Another proponent of Social Darwinism, was Francis Galton, Darwin's nephew, whose ideas were the basis of behaviourial genetics and eugenics. He claimed that mental qualities (genius and talent), just like physical traits, where inherited among generations of people. He claimed that society should change so that heredity was a conscious decision, to avoid both over-breeding by less fit members of society and the under-breeding of the more fit ones. In Galton's view, social institutions such as welfare and insane asylums allowed inferior humans to survive and reproduce faster than the superior humans in respectable spheres of society.

Many scholars link social darwinism to the appearance of "scientific racism", and thus it is considered a possible influence for Nazism and other genocidal regimes.

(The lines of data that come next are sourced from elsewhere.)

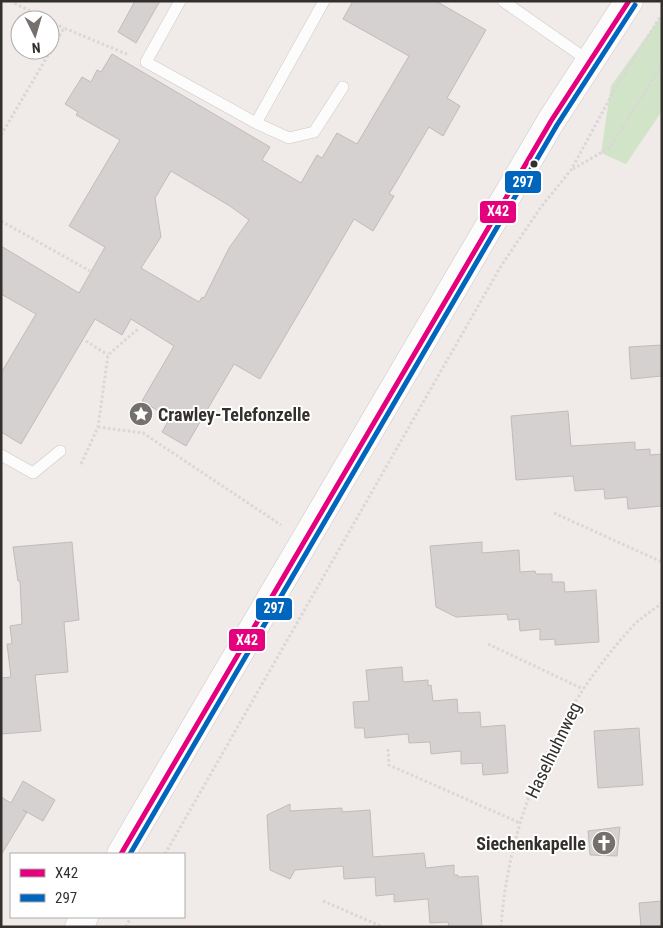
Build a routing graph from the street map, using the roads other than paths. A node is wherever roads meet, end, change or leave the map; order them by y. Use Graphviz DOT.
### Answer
graph roads {
  1 [pos="180,1"];
  2 [pos="324,1"];
  3 [pos="504,1"];
  4 [pos="629,1"];
  5 [pos="589,61"];
  6 [pos="343,87"];
  7 [pos="256,123"];
  8 [pos="60,451"];
  9 [pos="1,455"];
  10 [pos="122,853"];
  1 -- 7 [label="lane"];
  2 -- 7 [label="lane"];
  3 -- 5 [label="lane"];
  4 -- 5 [label="main road"];
  5 -- 10 [label="main road"];
  6 -- 7 [label="lane"];
  8 -- 9 [label="lane"];
}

Friedrich Ratzel considered that states, just like organisms need to expand or perish, he coined the term Lebensraum, which the Third Reich used as justification for its expansionism.

Rudolf Kjellén, as Ratzel's student, would continue his work on organic state theory, coining the term geopolitics

The field can be said to originate with the 1968 manifesto of Albert Somit, Towards a more Biologically Oriented Political Science, which appeared in the Midwest Journal of Political Science. The term "biopolitics" was appropriated for this area of study by Thomas Thorton, who used it as the title of his 1970 book.

The Association for Politics and the Life Sciences was formed in 1981 and exists to study the field of biopolitics as a subfield of political science. APLS owns and publishes an academic peer-reviewed journal called Politics and the Life Sciences (PLS). The journal is edited in the United States at the University of Maryland, College Park’s School of Public Policy, in Maryland.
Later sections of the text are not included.